Las investigaciones que cercan su entorno –una esposa bajo la lupa de los tribunales, un hermano cuyo nombre transita por los sumarios, colaboradores esenciales para su conquista del poder ya encarcelados o camino de estarlo– lo cercan, sobre todo, a él. Y dentro del cargo, la presión puede disimularse entre fanfarrias y propagandas; fuera, la realidad caería sobre Sánchez con una violencia centrífuga.
Conservar la presidencia equivale a controlar el tiempo del desastre, a decidir cuándo estalla la bomba o, al menos, a que no estalle antes de tiempo. Por eso, convocar elecciones, que sería lo sensato, equivaldría a romper el escudo. Las urnas no medirían entonces confianza democrática, sino que funcionarían como veredicto anticipado.
Los votantes, ese cuerpo social que espera su oportunidad, dejarían de serlo y serían testigos pronunciándose, no sobre programas, sino sobre hechos. La campaña exhibiría al presidente desprovisto de blindaje institucional, enfrentado al eco amplificado de sus procedimientos judiciales. Cada mitin se convertiría en una rueda de reconocimiento.
Así, la política española ha quedado suspendida. La oposición no encuentra espacio de maniobra porque el eje del sistema –el Congreso– ha perdido capacidad de rotación. En esa quietud forzada se ha disuelto la frontera entre el poder y el pánico a su pérdida.
Cada día transcurrido es una victoria del instinto de Sánchez sobre la voluntad política. No hay ya política en Moncloa, no en sentido sustantivo, tan solo una retención desesperada de sus herramientas. Sánchez conserva el instinto, pero ha perdido la dirección. Sus decisiones se orientan a intentar modificar el curso de los hechos o, como mínimo, a garantizar que nada altere el equilibrio precario que lo mantiene vivo.
Todo impulso se mide por su capacidad de aplazar el desenlace, y el gobierno del país se convierte en la administración minuciosa de una tregua. Pero Sánchez puede permitírselo, claro.
Lleva años deformando el suelo sobre el que se sostiene nuestra cultura política, sin llegar, de momento, a romperlo del todo. Ha descubierto que las instituciones poseen una elasticidad que no conocíamos, que los límites no escritos de la prudencia y la dignidad pueden ignorarse sin que el sistema colapse.

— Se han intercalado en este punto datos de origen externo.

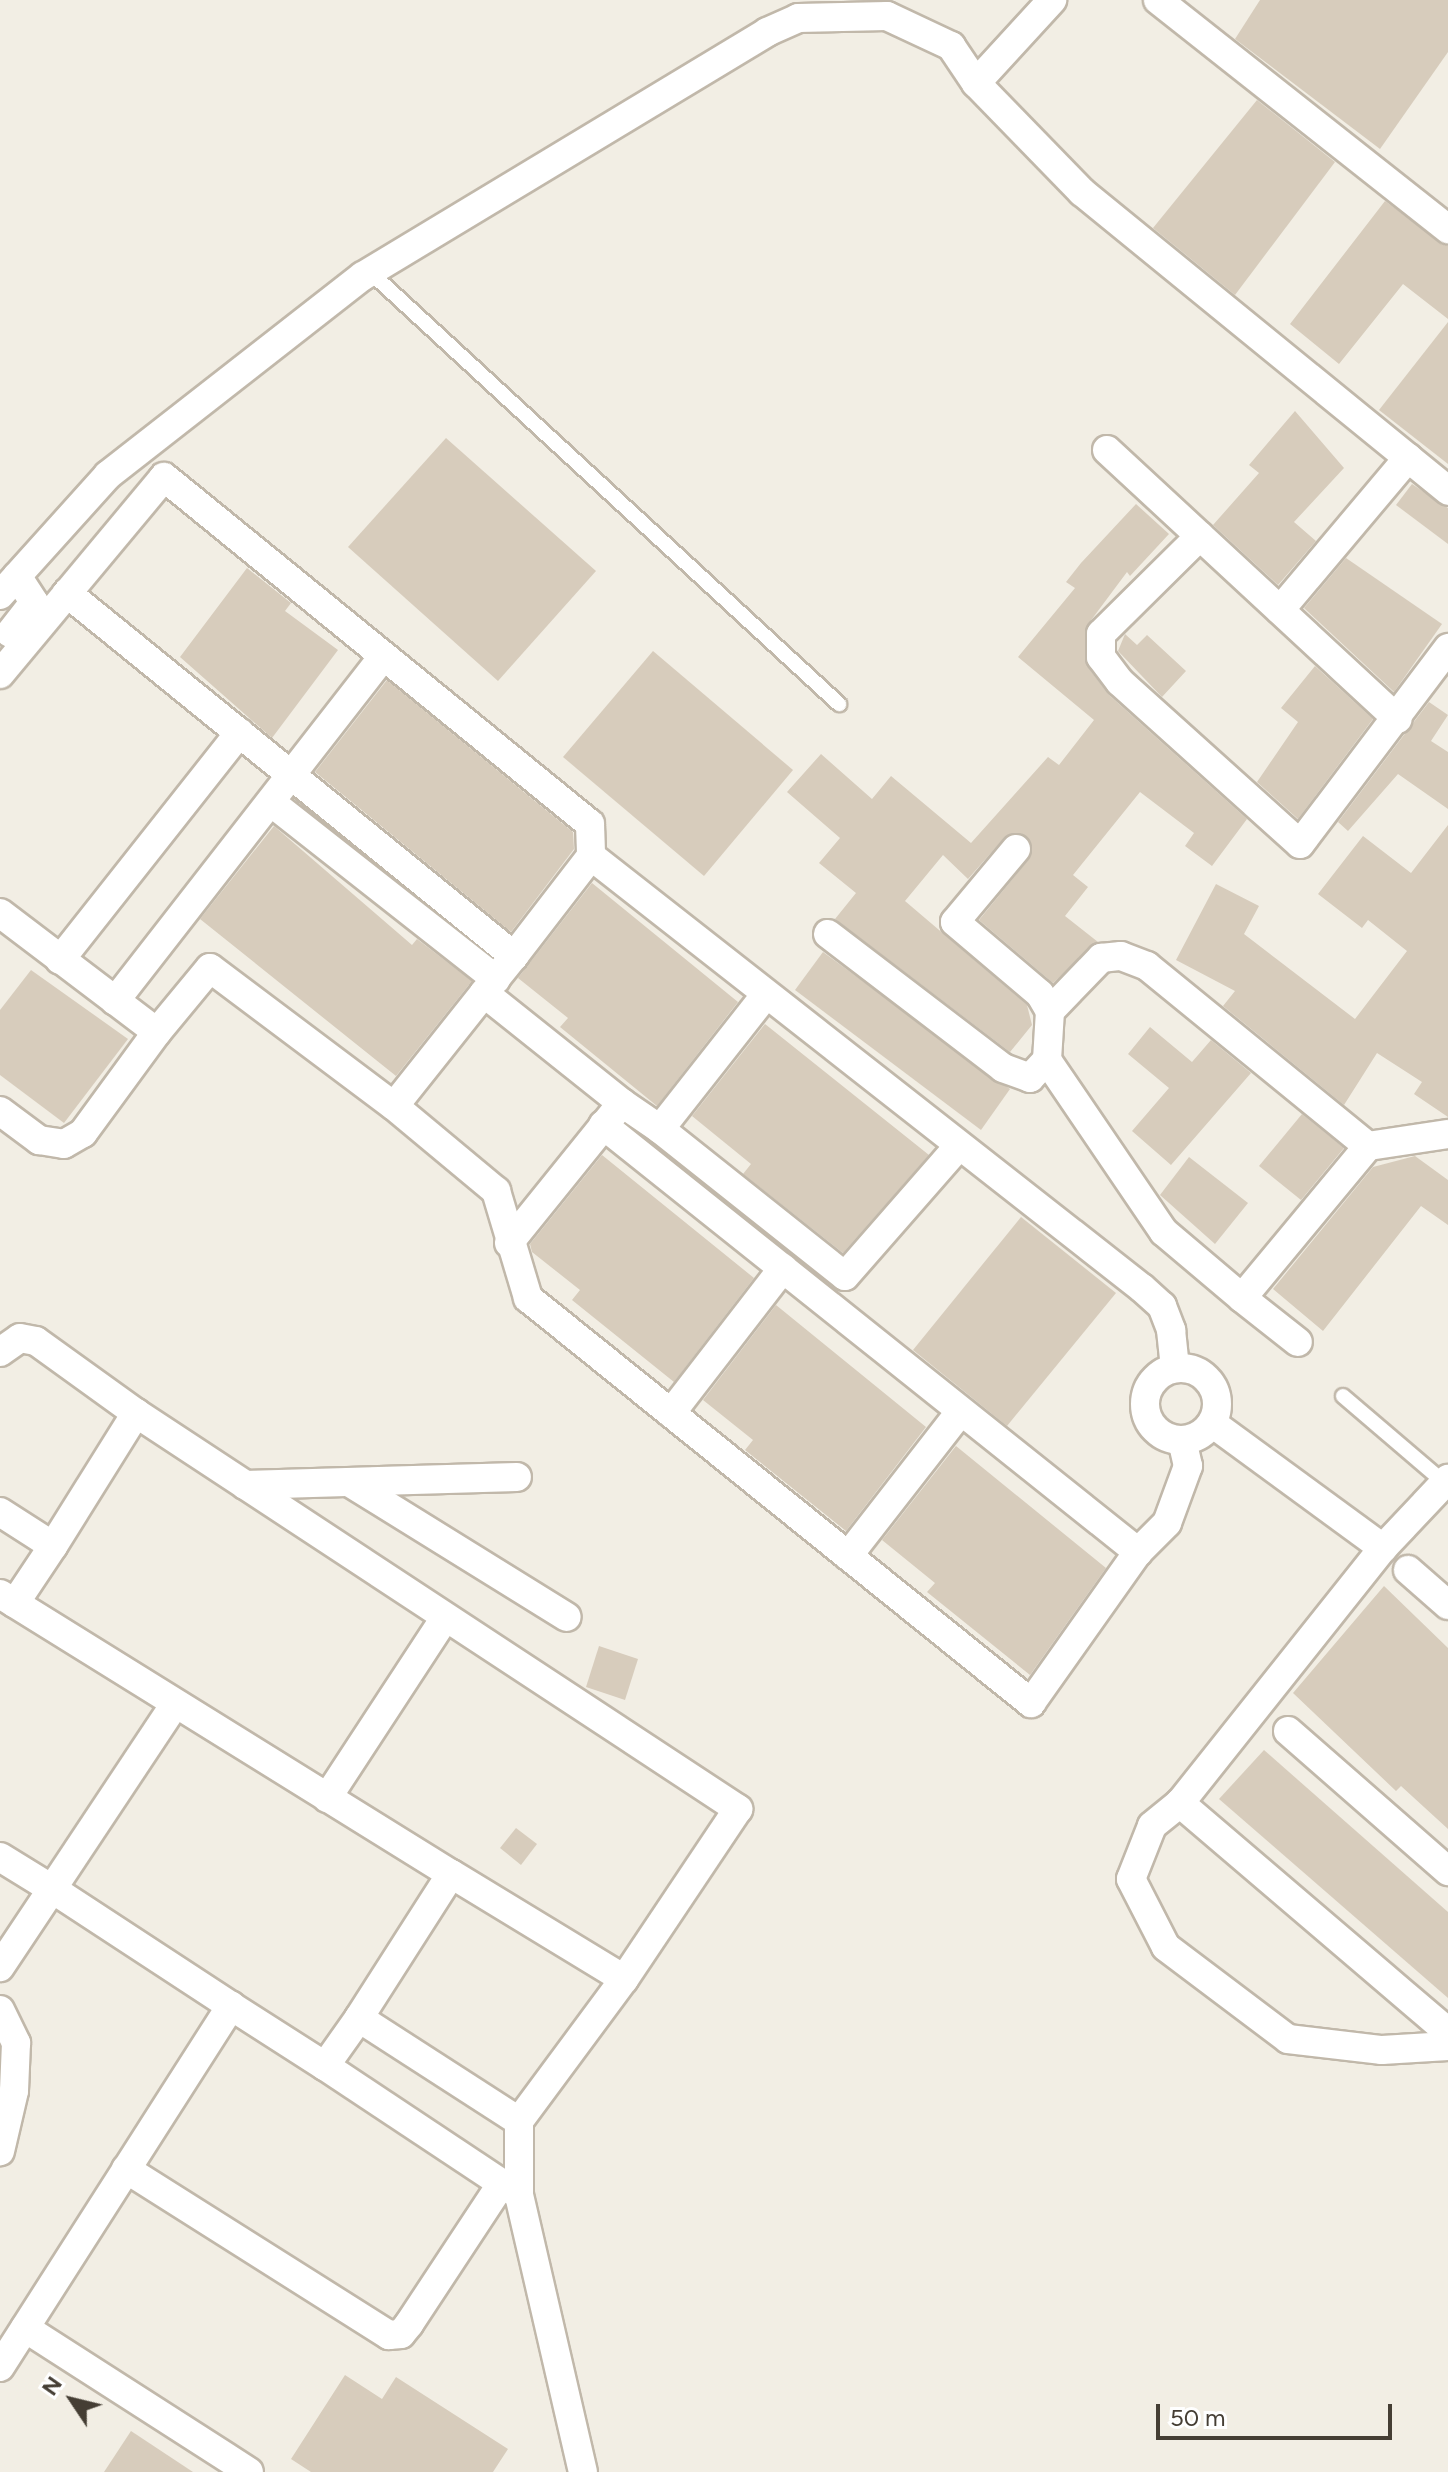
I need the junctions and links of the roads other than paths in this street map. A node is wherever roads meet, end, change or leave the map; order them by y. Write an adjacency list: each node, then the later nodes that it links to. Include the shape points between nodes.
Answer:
1 (1052, 0): 3 (street)
2 (1158, 0): 4 (street)
3 (976, 83): 5 (street, via 951,46 887,16 798,18); 7 (street, via 1082,192)
4 (1448, 229)
5 (370, 272): 10 (street, via 108,475); 16 (lane)
6 (1107, 450): 9 (street)
7 (1408, 458): 8 (street); 12 (street)
8 (1448, 491)
9 (1200, 536): 12 (street); 17 (street, via 1101,634 1101,657 1120,682 1300,844)
10 (8, 586): 15 (street, via 34,602)
11 (67, 593): 14 (street, via 164,477); 15 (street); 18 (street)
12 (1280, 610): 17 (street)
13 (1446, 654): 17 (street)
14 (384, 656): 19 (street); 22 (street, via 590,824)
15 (1, 665)
16 (839, 704)
17 (1398, 719)
18 (240, 732): 19 (street); 26 (street)
19 (292, 777): 20 (street); 25 (street)
20 (272, 803): 27 (street); 29 (street)
21 (1016, 849): 30 (street, via 955,922 1040,994)
22 (591, 856): 25 (street); 28 (street)
23 (0, 913): 26 (street)
24 (828, 934): 32 (street, via 1003,1068 1030,1078)
25 (514, 956): 27 (street)
26 (60, 960): 29 (street)
27 (490, 986): 33 (street); 34 (street)
28 (764, 997): 37 (street); 39 (street)
29 (115, 1001): 31 (street)
30 (1050, 1011): 32 (street); 40 (street, via 1101,958 1121,956 1147,966)
31 (157, 1032): 34 (street, via 210,968); 35 (street, via 83,1133 64,1144 39,1140)
32 (1047, 1060): 43 (street, via 1164,1232)
33 (622, 1103): 36 (street); 37 (street)
34 (394, 1106): 41 (street, via 496,1191)
35 (0, 1111)
36 (603, 1125): 41 (street); 42 (street)
37 (660, 1129): 39 (street, via 845,1276 854,1273)
38 (1448, 1134): 40 (street)
39 (959, 1146): 46 (street, via 1162,1306)
40 (1368, 1146): 43 (street)
41 (509, 1243): 50 (street, via 528,1298)
42 (783, 1268): 48 (street); 50 (street)
43 (1242, 1298): 44 (street)
44 (1298, 1342)
45 (0, 1352): 49 (street, via 20,1338 36,1341)
46 (1175, 1368): 51 (street, via 1206,1378 1215,1391); 52 (street, via 1156,1378 1145,1397 1147,1418 1162,1435)
47 (1343, 1396): 54 (lane)
48 (960, 1412): 60 (street); 61 (street)
49 (136, 1413): 56 (street); 58 (street)
50 (671, 1413): 61 (street)
51 (1212, 1423): 52 (street); 59 (street)
52 (1182, 1441): 60 (street, via 1188,1466 1180,1496 1167,1523)
53 (517, 1477): 55 (street)
54 (1446, 1481): 59 (street)
55 (349, 1482): 56 (street); 65 (street)
56 (245, 1485): 66 (street)
57 (0, 1512): 58 (street)
58 (53, 1546): 63 (street)
59 (1383, 1548): 70 (street)
60 (1138, 1552): 61 (street, via 1031,1703)
61 (848, 1556)
62 (1408, 1570): 64 (street)
63 (8, 1599): 67 (street)
64 (1448, 1605)
65 (567, 1617)
66 (445, 1618): 69 (street); 76 (street, via 738,1809)
67 (175, 1704): 69 (street); 74 (street)
68 (1288, 1731): 72 (street)
69 (327, 1798): 73 (street)
70 (1180, 1803): 80 (street); 81 (street, via 1152,1826 1131,1879 1166,1947 1288,2039 1382,2050)
71 (0, 1857): 74 (street)
72 (1448, 1871)
73 (451, 1874): 76 (street); 79 (street)
74 (52, 1889): 75 (street); 77 (street)
75 (0, 1967)
76 (624, 1979): 83 (street)
77 (231, 2006): 82 (street); 85 (street)
78 (0, 2010): 84 (street, via 16,2043 14,2091)
79 (359, 2018): 82 (street); 83 (street)
80 (1448, 2032)
81 (1448, 2046)
82 (325, 2066): 86 (street)
83 (519, 2121): 86 (street)
84 (0, 2151)
85 (126, 2169): 86 (street, via 389,2335 401,2334); 87 (street)
86 (510, 2189): 90 (street)
87 (25, 2328): 88 (street); 89 (street)
88 (0, 2367)
89 (249, 2472)
90 (583, 2472)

Cada transgresión normalizada ha ido ensanchando el margen de lo tolerable, da tal forma que lo extraordinario ha acabado siendo rutina y lo inaceptable, paisaje.
Esta mutación silenciosa de nuestra cultura política –no mediante reforma sino mediante erosión–constituye quizá su verdadera herencia: la demostración de que una democracia puede seguir funcionando formalmente mientras se vacía de contenido sustancial.

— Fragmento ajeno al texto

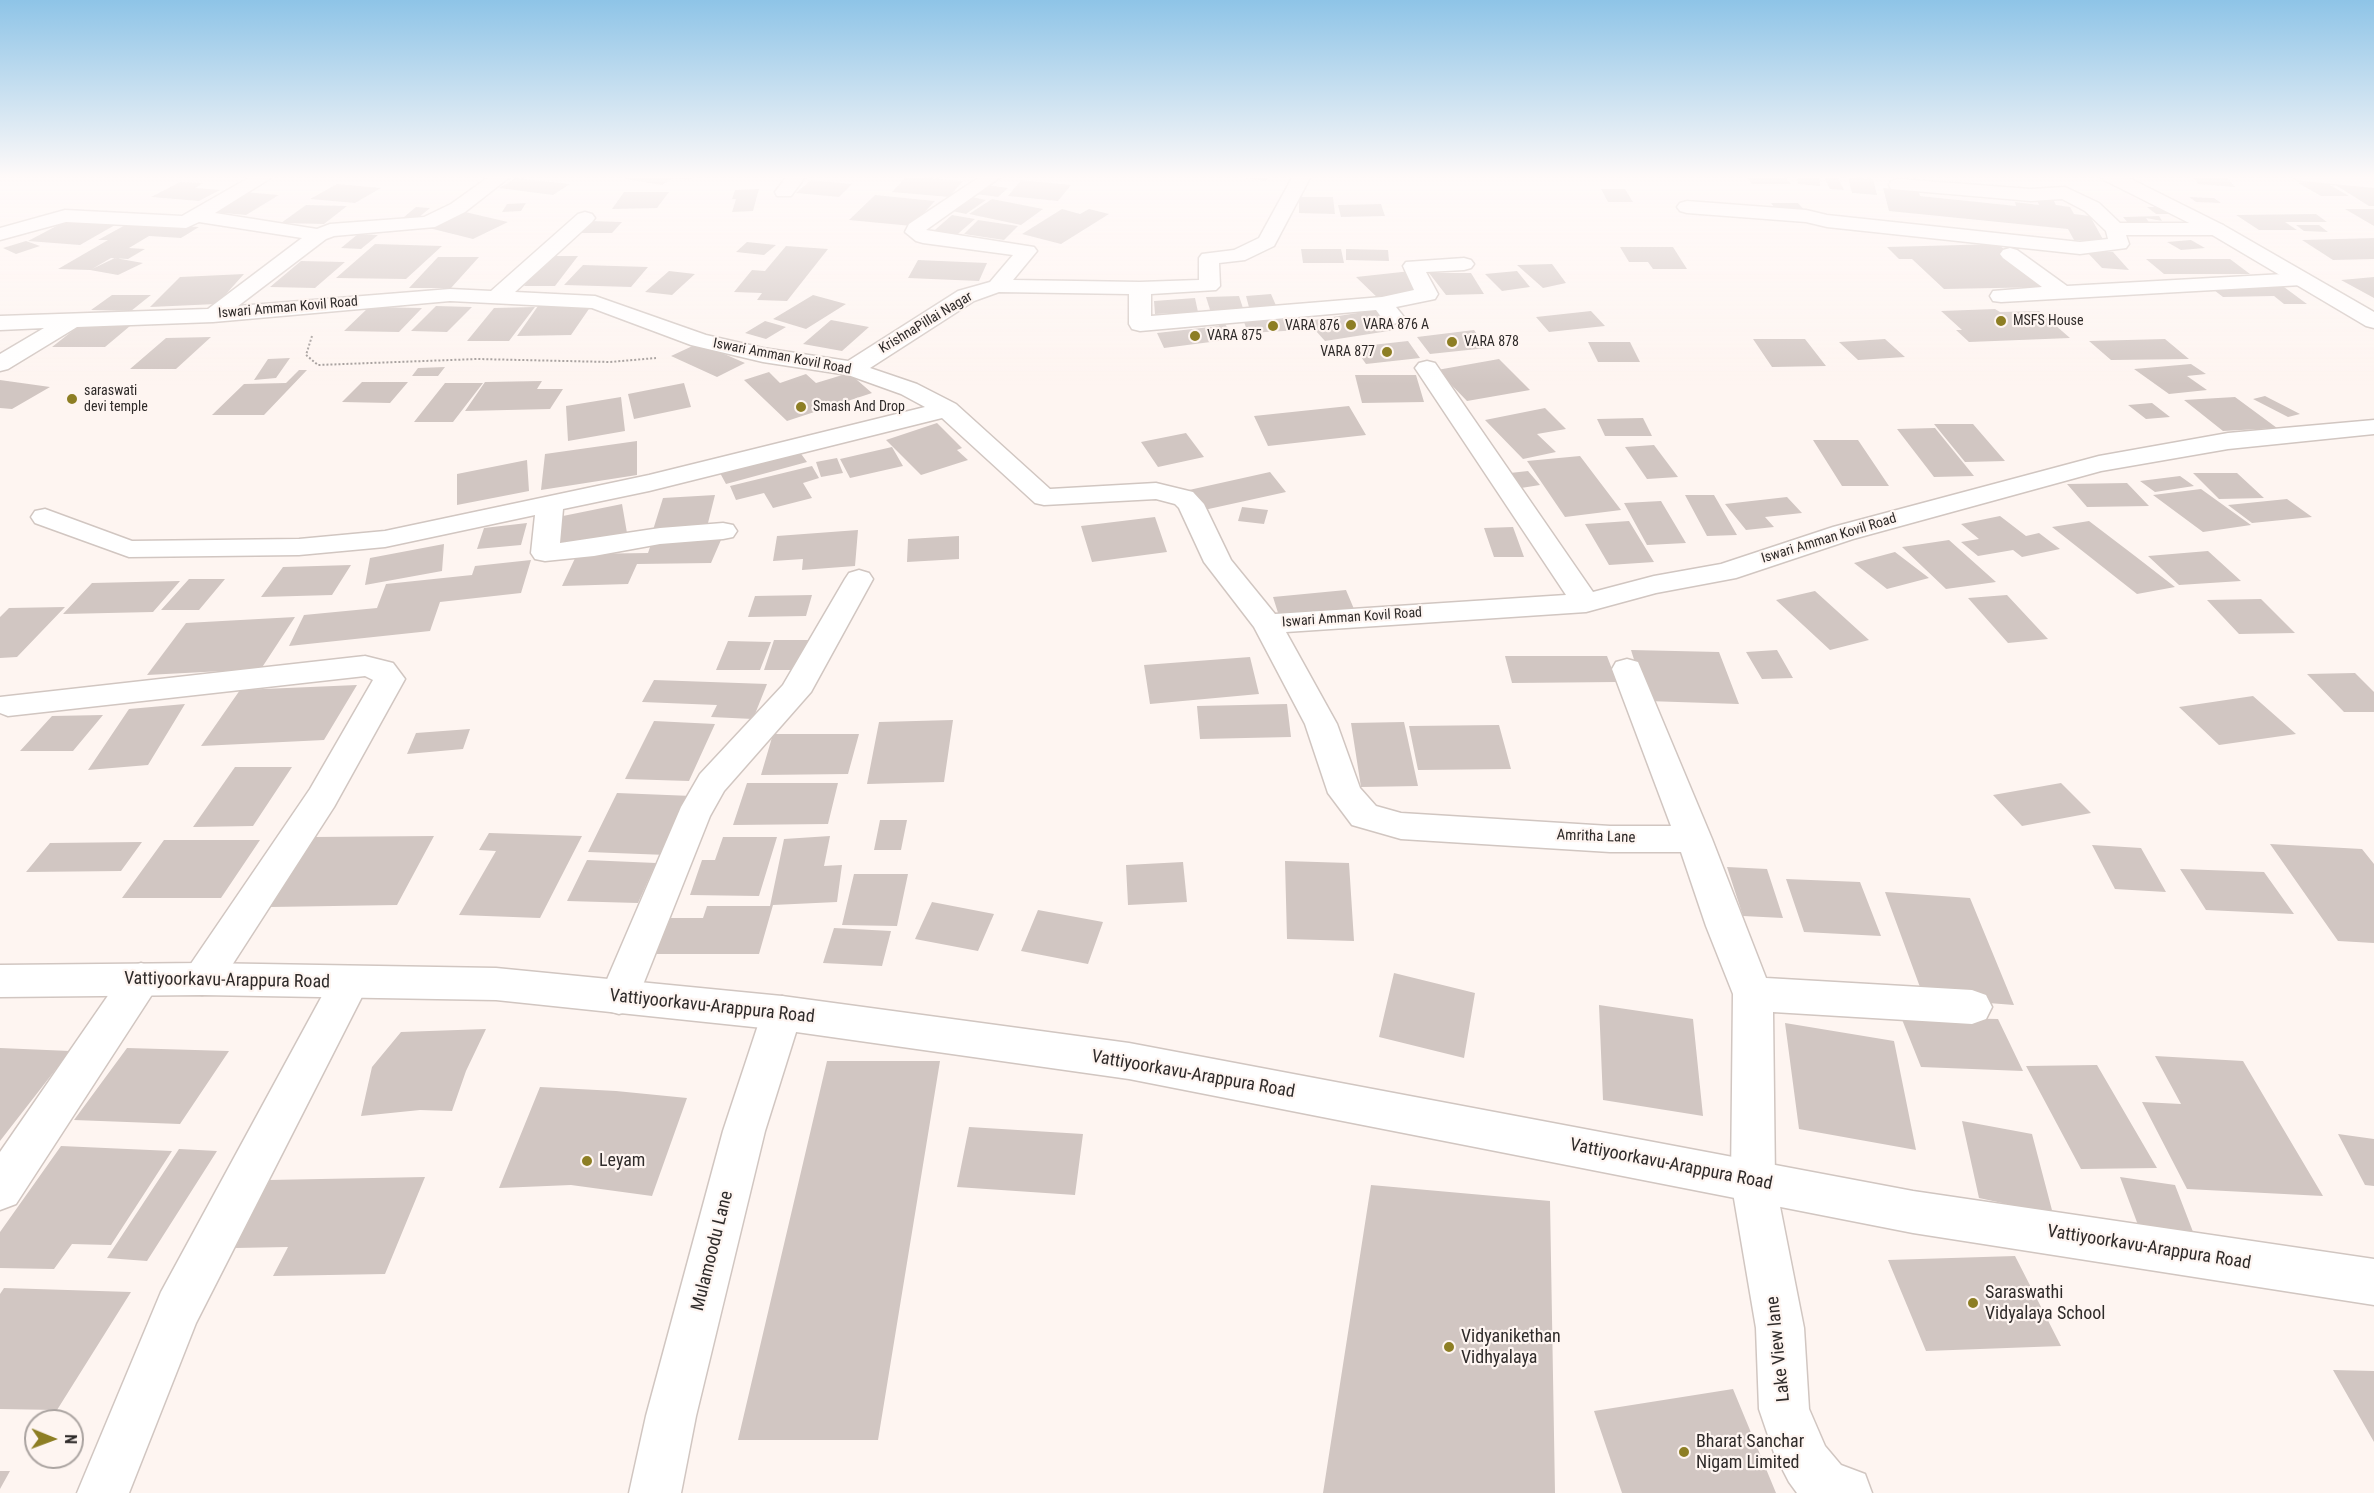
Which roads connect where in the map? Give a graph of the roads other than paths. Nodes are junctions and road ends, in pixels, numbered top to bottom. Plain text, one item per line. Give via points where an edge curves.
1 (306, 246) edge
2 (554, 246) edge
3 (988, 246) edge
4 (1259, 246) edge
5 (2058, 246) edge
6 (2103, 246) edge
7 (2244, 246) edge
8 (2010, 254) dead end
9 (1464, 264) dead end
10 (2302, 279) junction
11 (997, 286) junction
12 (1140, 288) junction
13 (2063, 293) junction
14 (498, 296) junction
15 (2001, 296) dead end
16 (213, 315) junction
17 (73, 320) junction
18 (2374, 321) edge
19 (0, 322) edge
20 (0, 364) edge
21 (1427, 368) dead end
22 (852, 369) junction
23 (947, 410) junction
24 (2374, 427) edge
25 (550, 504) junction
26 (45, 517) dead end
27 (723, 531) dead end
28 (859, 579) dead end
29 (1586, 603) junction
30 (1267, 624) junction
31 (1627, 669) dead end
32 (8, 705) dead end
33 (1694, 839) junction
34 (141, 979) junction
35 (202, 979) junction
36 (0, 981) edge
37 (349, 983) junction
38 (1753, 994) junction
39 (619, 998) junction
40 (1972, 1007) dead end
41 (782, 1013) junction
42 (1753, 1181) junction
43 (0, 1189) edge
44 (2374, 1282) edge
45 (1832, 1490) edge
46 (103, 1493) edge
47 (655, 1493) edge

1 - 16 street
2 - 14 street
3 - 11 street via 1028,251
4 - 12 street via 1238,256 1209,258 1209,286
5 - 6 street
7 - 10 street
8 - 13 street
9 - 12 street via 1413,266 1427,294 1388,310 1140,324
10 - 13 street
10 - 18 street
11 - 12 street
11 - 22 street, KrishnaPillai Nagar via 966,296
13 - 15 street
14 - 16 street, Iswari Amman Kovil Road via 450,295
14 - 22 street, Iswari Amman Kovil Road via 595,302 699,340
16 - 17 street, Iswari Amman Kovil Road
17 - 19 street, Iswari Amman Kovil Road
17 - 20 street
21 - 29 street
22 - 23 street, Iswari Amman Kovil Road via 909,389
23 - 25 street
23 - 30 street, Iswari Amman Kovil Road via 1044,497 1156,491 1184,498 1191,504 1218,562
24 - 29 street, Iswari Amman Kovil Road via 2228,441 2099,464 1843,533 1726,572
25 - 26 street via 385,539 299,547 129,549
25 - 27 street via 545,553
28 - 39 street via 795,692 712,783 693,816
29 - 30 street, Iswari Amman Kovil Road
30 - 33 street, Amritha Lane via 1321,724 1345,793 1364,816 1401,826 1610,839
31 - 33 street
32 - 35 street via 365,666 382,670 389,679 322,798
33 - 38 street
34 - 35 street, Vattiyoorkavu-Arappura Road
34 - 36 street, Vattiyoorkavu-Arappura Road
34 - 43 street
35 - 37 street, Vattiyoorkavu-Arappura Road
37 - 39 street, Vattiyoorkavu-Arappura Road via 496,984
37 - 46 street via 178,1309
38 - 40 street
38 - 42 street
39 - 41 street, Vattiyoorkavu-Arappura Road
41 - 42 street, Vattiyoorkavu-Arappura Road via 1129,1061
41 - 47 street, Mulamoodu Lane via 744,1131
42 - 44 street, Vattiyoorkavu-Arappura Road via 1913,1212
42 - 45 street, Lake View lane via 1780,1328 1784,1409 1807,1464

Este hecho, fruto de estos años en los que el sanchismo y sus coaligados han instilado morbidez en el sistema, nos sitúa en un escenario distinto. Si fuera la simple degradación de un gobierno lo que vivimos, sería sencillo resolverlo, pero no es eso. Sánchez ha cartografiado los límites de una democracia fatigada y ha demostrado que las instituciones resisten más de lo que la decencia soporta.
La presidencia misma se ha deformado en refugio. En su interior, el presidente administra el tiempo con la meticulosidad de un abogado que gestiona pruebas: midiendo milimétricamente la distancia entre el presente vivido y el juicio anticipado. Sánchez domina su propio aplazamiento, nada más.
La inversión de la lógica institucional –donde el cargo existe para proteger al ocupante, y no el ocupante para servir al cargo– señala una patología específica del poder: la conversión de la función pública en escudo privado.
Campana ¿y se acabó? La pregunta no encuentra ni un eco. El «dong» de Junts esta semana no anuncia el final de nada, porque en Sánchez no hay proyecto, sino poder. Uno que ya no actúa sobre la realidad, que tan solo se defiende de ella.